[Records from a dataset]
^^^^^^^^
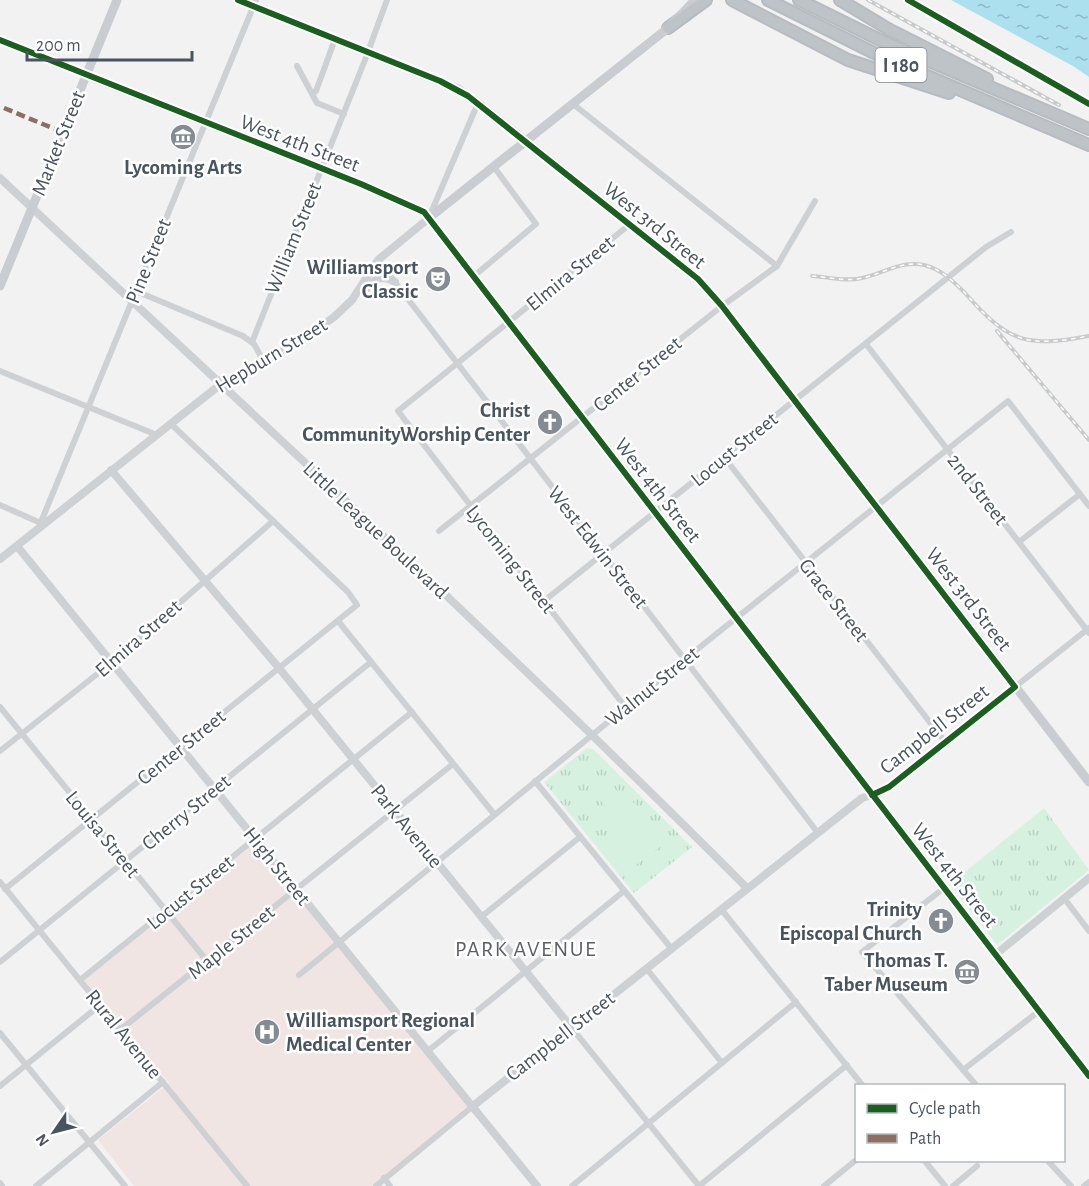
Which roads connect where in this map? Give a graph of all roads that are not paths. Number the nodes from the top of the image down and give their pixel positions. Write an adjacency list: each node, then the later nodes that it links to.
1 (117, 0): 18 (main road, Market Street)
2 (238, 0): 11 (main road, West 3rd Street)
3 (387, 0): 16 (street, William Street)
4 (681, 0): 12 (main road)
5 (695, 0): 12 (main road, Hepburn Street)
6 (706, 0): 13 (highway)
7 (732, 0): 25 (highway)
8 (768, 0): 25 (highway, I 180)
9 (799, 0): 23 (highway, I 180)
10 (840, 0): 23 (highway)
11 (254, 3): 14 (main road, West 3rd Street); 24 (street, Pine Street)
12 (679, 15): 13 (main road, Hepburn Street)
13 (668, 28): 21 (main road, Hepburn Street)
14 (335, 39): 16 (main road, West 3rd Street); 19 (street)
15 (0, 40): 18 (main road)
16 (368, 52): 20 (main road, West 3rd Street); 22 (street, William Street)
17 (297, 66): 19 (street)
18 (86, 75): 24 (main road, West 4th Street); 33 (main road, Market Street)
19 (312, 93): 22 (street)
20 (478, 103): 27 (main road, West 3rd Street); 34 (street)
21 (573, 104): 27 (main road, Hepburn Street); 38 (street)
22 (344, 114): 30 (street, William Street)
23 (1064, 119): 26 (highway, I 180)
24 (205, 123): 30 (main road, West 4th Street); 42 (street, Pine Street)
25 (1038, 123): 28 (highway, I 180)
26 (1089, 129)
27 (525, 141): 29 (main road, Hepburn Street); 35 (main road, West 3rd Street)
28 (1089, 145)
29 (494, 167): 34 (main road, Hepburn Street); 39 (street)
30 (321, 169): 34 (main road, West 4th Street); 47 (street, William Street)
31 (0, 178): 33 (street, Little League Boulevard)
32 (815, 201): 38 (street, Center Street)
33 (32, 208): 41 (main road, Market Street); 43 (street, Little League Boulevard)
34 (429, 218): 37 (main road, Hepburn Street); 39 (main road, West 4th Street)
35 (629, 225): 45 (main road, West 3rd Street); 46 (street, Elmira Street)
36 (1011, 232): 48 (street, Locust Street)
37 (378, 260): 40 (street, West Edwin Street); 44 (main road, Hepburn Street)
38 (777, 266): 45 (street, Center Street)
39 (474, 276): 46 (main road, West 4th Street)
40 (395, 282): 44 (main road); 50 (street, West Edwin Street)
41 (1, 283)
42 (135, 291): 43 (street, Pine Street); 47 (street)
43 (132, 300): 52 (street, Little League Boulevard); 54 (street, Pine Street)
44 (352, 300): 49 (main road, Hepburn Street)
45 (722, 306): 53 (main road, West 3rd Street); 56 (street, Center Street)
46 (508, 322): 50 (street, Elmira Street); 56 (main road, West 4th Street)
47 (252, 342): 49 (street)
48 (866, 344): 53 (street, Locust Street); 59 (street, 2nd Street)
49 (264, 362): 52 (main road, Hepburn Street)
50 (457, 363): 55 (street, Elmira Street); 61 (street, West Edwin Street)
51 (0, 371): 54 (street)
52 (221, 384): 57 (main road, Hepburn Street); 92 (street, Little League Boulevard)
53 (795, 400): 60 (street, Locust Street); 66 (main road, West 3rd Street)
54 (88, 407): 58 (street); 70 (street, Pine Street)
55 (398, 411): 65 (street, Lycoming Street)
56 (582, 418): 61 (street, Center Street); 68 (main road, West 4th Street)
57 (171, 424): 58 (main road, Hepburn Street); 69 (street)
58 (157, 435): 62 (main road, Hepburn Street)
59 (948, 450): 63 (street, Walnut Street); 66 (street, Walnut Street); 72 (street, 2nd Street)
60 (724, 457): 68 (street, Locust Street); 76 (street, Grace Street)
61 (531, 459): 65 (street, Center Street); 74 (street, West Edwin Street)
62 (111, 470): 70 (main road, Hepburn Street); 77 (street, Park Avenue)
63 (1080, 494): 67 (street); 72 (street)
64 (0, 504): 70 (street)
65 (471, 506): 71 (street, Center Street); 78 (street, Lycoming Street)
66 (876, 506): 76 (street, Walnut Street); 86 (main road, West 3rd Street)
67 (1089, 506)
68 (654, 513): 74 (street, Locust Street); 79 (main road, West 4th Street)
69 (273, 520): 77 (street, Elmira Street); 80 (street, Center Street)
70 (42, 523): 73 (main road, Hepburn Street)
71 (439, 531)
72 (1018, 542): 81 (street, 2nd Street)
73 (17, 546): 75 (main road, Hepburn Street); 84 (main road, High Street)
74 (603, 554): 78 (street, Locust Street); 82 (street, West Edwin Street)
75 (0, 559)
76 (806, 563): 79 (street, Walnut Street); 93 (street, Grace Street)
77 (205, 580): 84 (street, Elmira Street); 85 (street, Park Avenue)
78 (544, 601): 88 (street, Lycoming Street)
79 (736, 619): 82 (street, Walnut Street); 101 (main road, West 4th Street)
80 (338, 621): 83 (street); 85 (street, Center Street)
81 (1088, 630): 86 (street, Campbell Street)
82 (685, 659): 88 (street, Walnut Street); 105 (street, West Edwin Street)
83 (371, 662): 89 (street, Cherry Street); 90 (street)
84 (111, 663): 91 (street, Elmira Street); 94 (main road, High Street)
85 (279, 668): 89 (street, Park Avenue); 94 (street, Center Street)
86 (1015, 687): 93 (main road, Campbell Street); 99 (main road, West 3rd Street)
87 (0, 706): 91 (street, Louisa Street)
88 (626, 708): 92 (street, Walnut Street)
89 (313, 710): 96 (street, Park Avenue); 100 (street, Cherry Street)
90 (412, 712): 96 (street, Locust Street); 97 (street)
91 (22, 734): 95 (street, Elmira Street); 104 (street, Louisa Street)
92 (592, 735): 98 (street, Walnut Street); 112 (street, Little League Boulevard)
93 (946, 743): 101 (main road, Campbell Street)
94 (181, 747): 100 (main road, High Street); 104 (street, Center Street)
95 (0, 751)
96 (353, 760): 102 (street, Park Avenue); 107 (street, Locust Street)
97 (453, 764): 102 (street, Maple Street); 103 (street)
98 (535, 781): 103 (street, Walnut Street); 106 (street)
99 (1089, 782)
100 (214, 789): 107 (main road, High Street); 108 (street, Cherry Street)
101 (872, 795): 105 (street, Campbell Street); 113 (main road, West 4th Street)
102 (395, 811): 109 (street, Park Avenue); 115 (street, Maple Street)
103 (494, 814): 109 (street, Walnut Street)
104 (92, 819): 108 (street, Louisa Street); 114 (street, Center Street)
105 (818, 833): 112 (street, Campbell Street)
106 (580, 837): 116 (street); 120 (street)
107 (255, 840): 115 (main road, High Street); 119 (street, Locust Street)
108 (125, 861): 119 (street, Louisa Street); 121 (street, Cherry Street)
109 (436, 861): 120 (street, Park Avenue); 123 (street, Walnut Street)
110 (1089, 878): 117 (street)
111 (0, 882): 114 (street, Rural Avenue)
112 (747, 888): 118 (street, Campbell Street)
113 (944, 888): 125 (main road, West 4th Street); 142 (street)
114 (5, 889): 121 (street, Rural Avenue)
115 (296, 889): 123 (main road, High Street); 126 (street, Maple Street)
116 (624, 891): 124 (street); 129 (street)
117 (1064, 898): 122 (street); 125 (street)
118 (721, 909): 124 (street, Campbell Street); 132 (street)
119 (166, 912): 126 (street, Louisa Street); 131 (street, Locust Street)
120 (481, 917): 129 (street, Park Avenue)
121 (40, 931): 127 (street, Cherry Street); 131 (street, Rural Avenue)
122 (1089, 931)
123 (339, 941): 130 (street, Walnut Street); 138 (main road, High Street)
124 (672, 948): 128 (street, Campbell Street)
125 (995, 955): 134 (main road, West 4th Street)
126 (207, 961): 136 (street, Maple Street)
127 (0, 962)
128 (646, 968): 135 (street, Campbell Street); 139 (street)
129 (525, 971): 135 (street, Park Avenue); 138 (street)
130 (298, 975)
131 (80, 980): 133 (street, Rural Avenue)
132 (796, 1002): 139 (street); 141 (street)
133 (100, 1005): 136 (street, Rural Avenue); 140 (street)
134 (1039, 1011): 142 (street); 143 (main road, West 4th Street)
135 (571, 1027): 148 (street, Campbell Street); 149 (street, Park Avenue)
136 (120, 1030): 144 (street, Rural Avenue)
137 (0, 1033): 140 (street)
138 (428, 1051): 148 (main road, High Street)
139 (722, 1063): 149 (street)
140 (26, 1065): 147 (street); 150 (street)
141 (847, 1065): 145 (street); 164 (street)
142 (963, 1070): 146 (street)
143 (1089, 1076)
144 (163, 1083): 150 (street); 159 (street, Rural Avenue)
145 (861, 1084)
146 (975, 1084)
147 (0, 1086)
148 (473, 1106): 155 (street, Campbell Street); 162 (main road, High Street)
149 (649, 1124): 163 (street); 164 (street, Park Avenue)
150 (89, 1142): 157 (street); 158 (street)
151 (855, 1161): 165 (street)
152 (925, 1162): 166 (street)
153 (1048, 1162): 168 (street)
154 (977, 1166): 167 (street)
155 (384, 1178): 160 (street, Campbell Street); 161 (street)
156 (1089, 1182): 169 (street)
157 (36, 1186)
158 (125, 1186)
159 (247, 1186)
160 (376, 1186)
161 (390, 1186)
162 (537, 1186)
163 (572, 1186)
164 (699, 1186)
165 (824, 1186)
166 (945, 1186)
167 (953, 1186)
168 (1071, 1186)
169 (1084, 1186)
^^^^^^^^
▶ [Brief] Write only the number of lines in the records that include the word "Lycoming".

▶ [Output below] 3